Feature extraction for classification problems

Feature extraction

Image features are primitive features or distinguishing attributes that are prominent in an image. These features may be natural (in the sense that humans can be felt directly from a photograph) or artificially (in the sense of being created by human beings through the process of calculation, manipulation works on photo objects). Feature extraction is the step to extract the specific features/information of an imageThese features are called feature vectors (expressed as multidimensional vectors). The overall objective of feature extraction is to make sure that keeping the important information contained in the image, while reducing the size of the image.

A lot of feature extraction algorithms based on color, texture, and shape have been proposed. Color is one of the most important features of images. They are represented using color moments, fuzzy color moments, color histogram,…. Some method for texture feature extraction are Gabor filter, Haar Wavelet Decomposition, etc. About shape feature extraction techniques, they can be classified into 2 groups, contour based and region based methods. The former calculates shape features from the boundary of the shape, whereas the latter extracts features from the entire region. A good shape representation feature should be invariant to translation, rotation, scaling.

Feature extraction in classification

In the classification problem, feature extraction is an important stage, and plays a crucial role for the accuracy and speed of the recognition systems. 

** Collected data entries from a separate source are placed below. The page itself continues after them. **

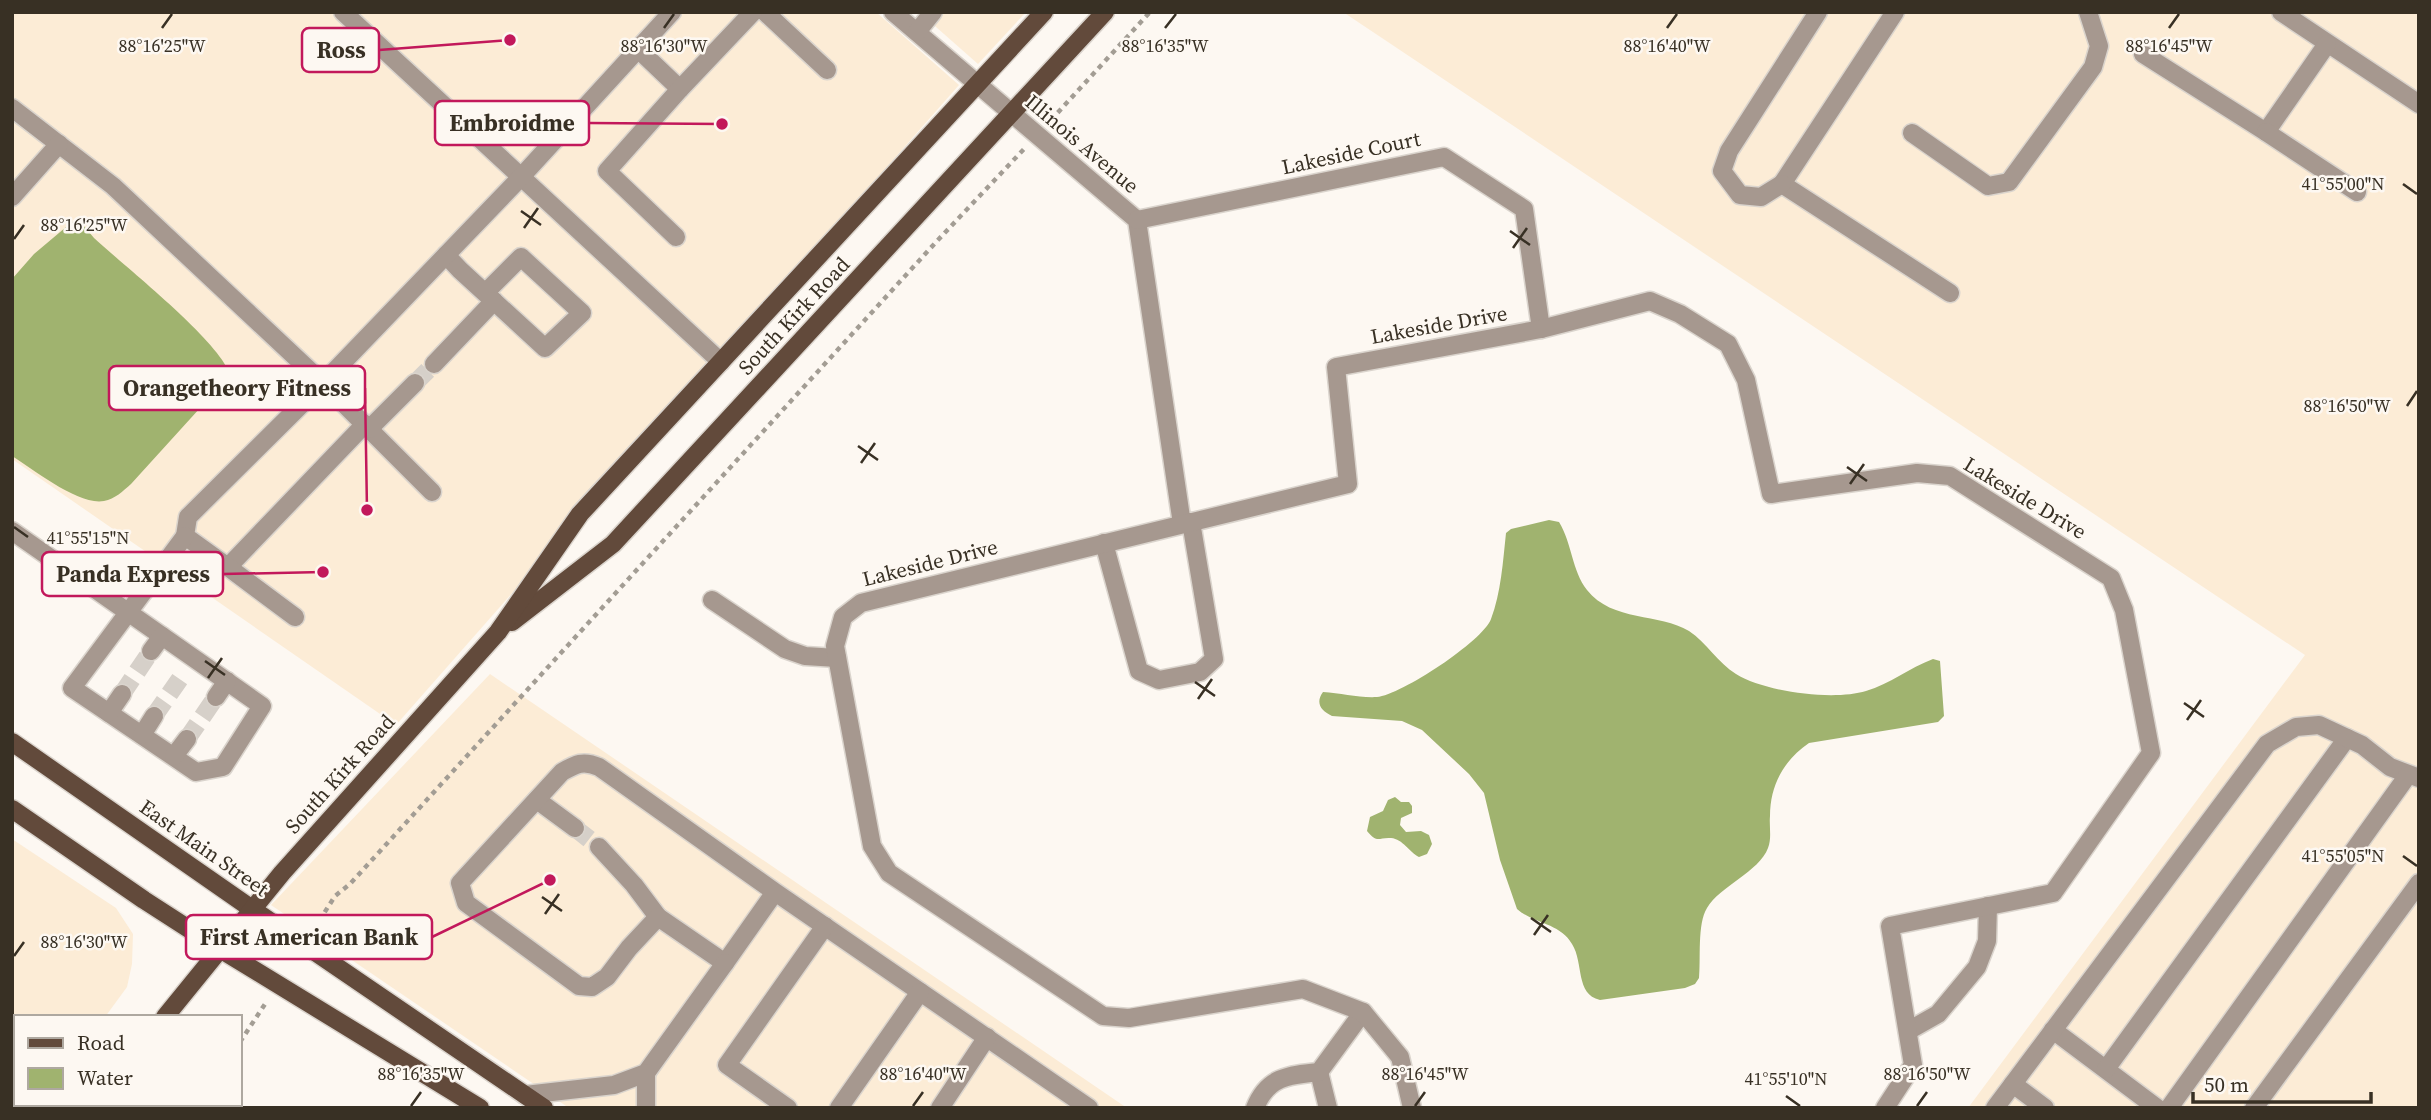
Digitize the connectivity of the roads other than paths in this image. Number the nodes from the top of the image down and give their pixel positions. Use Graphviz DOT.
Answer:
graph roads {
  1 [pos="343,12"];
  2 [pos="672,12"];
  3 [pos="752,12"];
  4 [pos="765,12"];
  5 [pos="893,12"];
  6 [pos="933,12"];
  7 [pos="1044,12"];
  8 [pos="1105,12"];
  9 [pos="1818,12"];
  10 [pos="1895,12"];
  11 [pos="2088,12"];
  12 [pos="2281,12"];
  13 [pos="917,32"];
  14 [pos="2327,44"];
  15 [pos="638,50"];
  16 [pos="2143,54"];
  17 [pos="827,70"];
  18 [pos="977,86"];
  19 [pos="680,89"];
  20 [pos="2419,104"];
  21 [pos="12,108"];
  22 [pos="1011,115"];
  23 [pos="2266,132"];
  24 [pos="1912,133"];
  25 [pos="59,144"];
  26 [pos="521,177"];
  27 [pos="1782,184"];
  28 [pos="2357,192"];
  29 [pos="13,196"];
  30 [pos="1137,220"];
  31 [pos="676,237"];
  32 [pos="446,255"];
  33 [pos="1950,293"];
  34 [pos="490,297"];
  35 [pos="1541,329"];
  36 [pos="721,362"];
  37 [pos="434,364"];
  38 [pos="323,383"];
  39 [pos="415,383"];
  40 [pos="367,427"];
  41 [pos="432,492"];
  42 [pos="1186,523"];
  43 [pos="12,531"];
  44 [pos="185,536"];
  45 [pos="1104,543"];
  46 [pos="228,567"];
  47 [pos="712,600"];
  48 [pos="127,612"];
  49 [pos="295,617"];
  50 [pos="498,632"];
  51 [pos="162,636"];
  52 [pos="151,651"];
  53 [pos="837,658"];
  54 [pos="227,681"];
  55 [pos="122,694"];
  56 [pos="216,697"];
  57 [pos="109,713"];
  58 [pos="154,716"];
  59 [pos="142,735"];
  60 [pos="187,738"];
  61 [pos="2347,738"];
  62 [pos="12,742"];
  63 [pos="174,756"];
  64 [pos="2413,776"];
  65 [pos="537,800"];
  66 [pos="12,809"];
  67 [pos="575,828"];
  68 [pos="599,847"];
  69 [pos="2419,883"];
  70 [pos="775,892"];
  71 [pos="1988,906"];
  72 [pos="252,909"];
  73 [pos="657,917"];
  74 [pos="825,926"];
  75 [pos="220,949"];
  76 [pos="725,963"];
  77 [pos="920,992"];
  78 [pos="1363,1012"];
  79 [pos="167,1015"];
  80 [pos="2053,1030"];
  81 [pos="1908,1031"];
  82 [pos="987,1037"];
  83 [pos="2106,1069"];
  84 [pos="1319,1072"];
  85 [pos="646,1073"];
  86 [pos="2013,1084"];
  87 [pos="525,1095"];
  88 [pos="480,1108"];
  89 [pos="544,1108"];
  90 [pos="646,1108"];
  91 [pos="788,1108"];
  92 [pos="839,1108"];
  93 [pos="940,1108"];
  94 [pos="1090,1108"];
  95 [pos="1255,1108"];
  96 [pos="1328,1108"];
  97 [pos="1412,1108"];
  98 [pos="1885,1108"];
  99 [pos="1995,1108"];
  100 [pos="2045,1108"];
  101 [pos="2157,1108"];
  102 [pos="2169,1108"];
  103 [pos="2254,1108"];
  1 -- 26 [label="street"];
  2 -- 15 [label="street"];
  3 -- 19 [label="street"];
  4 -- 17 [label="street"];
  5 -- 13 [label="street, Illinois Avenue"];
  6 -- 13 [label="street"];
  7 -- 18 [label="main road, South Kirk Road"];
  8 -- 22 [label="main road, South Kirk Road"];
  9 -- 27 [label="street"];
  10 -- 27 [label="street"];
  11 -- 24 [label="street"];
  12 -- 14 [label="street"];
  13 -- 18 [label="street, Illinois Avenue"];
  14 -- 20 [label="street"];
  14 -- 23 [label="street"];
  15 -- 19 [label="street"];
  15 -- 26 [label="street"];
  16 -- 23 [label="street"];
  18 -- 22 [label="street, Illinois Avenue"];
  18 -- 36 [label="main road, South Kirk Road"];
  19 -- 31 [label="street"];
  21 -- 25 [label="street"];
  22 -- 30 [label="street, Illinois Avenue"];
  22 -- 50 [label="main road, South Kirk Road"];
  23 -- 28 [label="street"];
  25 -- 29 [label="street"];
  25 -- 38 [label="street"];
  26 -- 32 [label="street"];
  26 -- 36 [label="street"];
  27 -- 33 [label="street"];
  30 -- 35 [label="street, Lakeside Court"];
  30 -- 42 [label="street, Illinois Avenue"];
  32 -- 34 [label="street"];
  32 -- 38 [label="street"];
  34 -- 34 [label="street"];
  34 -- 37 [label="street"];
  35 -- 42 [label="street, Lakeside Drive"];
  35 -- 71 [label="street, Lakeside Drive"];
  36 -- 50 [label="main road, South Kirk Road"];
  38 -- 40 [label="street"];
  38 -- 44 [label="street"];
  39 -- 40 [label="street"];
  40 -- 41 [label="street"];
  40 -- 46 [label="street"];
  42 -- 45 [label="street, Lakeside Drive"];
  42 -- 45 [label="street, Illinois Avenue"];
  43 -- 48 [label="street"];
  44 -- 46 [label="street"];
  44 -- 48 [label="street"];
  45 -- 53 [label="street, Lakeside Drive"];
  46 -- 49 [label="street"];
  47 -- 53 [label="street"];
  48 -- 51 [label="street"];
  48 -- 57 [label="street"];
  50 -- 72 [label="main road, South Kirk Road"];
  51 -- 52 [label="street"];
  51 -- 54 [label="street"];
  53 -- 78 [label="street, Lakeside Drive"];
  54 -- 56 [label="street"];
  54 -- 63 [label="street"];
  55 -- 57 [label="street"];
  57 -- 59 [label="street"];
  58 -- 59 [label="street"];
  59 -- 63 [label="street"];
  60 -- 63 [label="street"];
  61 -- 64 [label="street"];
  61 -- 80 [label="street"];
  61 -- 83 [label="street"];
  62 -- 72 [label="main road, East Main Street"];
  64 -- 102 [label="street"];
  65 -- 67 [label="street"];
  65 -- 70 [label="street"];
  65 -- 73 [label="street"];
  66 -- 75 [label="main road"];
  68 -- 73 [label="street"];
  69 -- 103 [label="street"];
  70 -- 74 [label="street"];
  70 -- 76 [label="street"];
  71 -- 81 [label="street"];
  71 -- 81 [label="street, Lakeside Drive"];
  72 -- 75 [label="main road, South Kirk Road"];
  72 -- 87 [label="main road, East Main Street"];
  73 -- 76 [label="street"];
  74 -- 77 [label="street"];
  74 -- 91 [label="street"];
  75 -- 79 [label="main road, South Kirk Road"];
  75 -- 88 [label="main road"];
  76 -- 85 [label="street"];
  77 -- 82 [label="street"];
  77 -- 92 [label="street"];
  78 -- 84 [label="street"];
  78 -- 97 [label="street, Lakeside Drive"];
  80 -- 83 [label="street"];
  80 -- 86 [label="street"];
  81 -- 98 [label="street, Lakeside Drive"];
  82 -- 93 [label="street"];
  82 -- 94 [label="street"];
  83 -- 101 [label="street"];
  84 -- 95 [label="street"];
  84 -- 96 [label="street"];
  85 -- 87 [label="street"];
  85 -- 90 [label="street"];
  86 -- 99 [label="street"];
  86 -- 100 [label="street"];
  87 -- 89 [label="main road, East Main Street"];
}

The process of a classification system has three main stages: preprocessing, feature extraction, and classification. Feature extraction is done after the preprocessing phase. It transforms the data from a difficultly classified space to a easily classified space. Extracting the good features before applying classification methods (SVM, Artificial Neural Network,…) will lead to better classification results.

Feature extraction in the image classification system

There is no formula to find the best feature extraction method. Scientists and researchers have been trying to improve feature extraction for decades, attempting to find a better way of extracting features while keeping important information and/or reduce the size of the input data.

Some popular feature extraction methods

There are various methods that have been proposed for the feature extraction. In this post, three most popular methods are listed:

  • Scale-Invariant Feature Transform (SIFT)

The SIFT is an algorithm to detect and describe local features in images. These features are invariant to image translation, scaling, rotation, and partially invariant to illumination changes and affine or 3D projection.

SIFT feature extraction
  • Speeded Up Robust Features (SURF)

SURF was first presented by Herbert Bay, et al., at the 2006 European Conference on Computer Vision. It is partly inspired by the SIFT descriptor. SURF is more like SIFT but faster than SIFT.

  • Bag of Features

Bag of features is one of the popular visual descriptors used for visual data classification.  This is a technique borrowed from the world of natural language processing. A bag of features is a vector of occurrence counts of a vocabulary of local image features (SIFT/SURF).

Bag of features


In conclusion, each method has certain advantages and disadvantages, which are appropriate for each classification problem. Besides, it is not possible that the more the number of features, the better the final performance.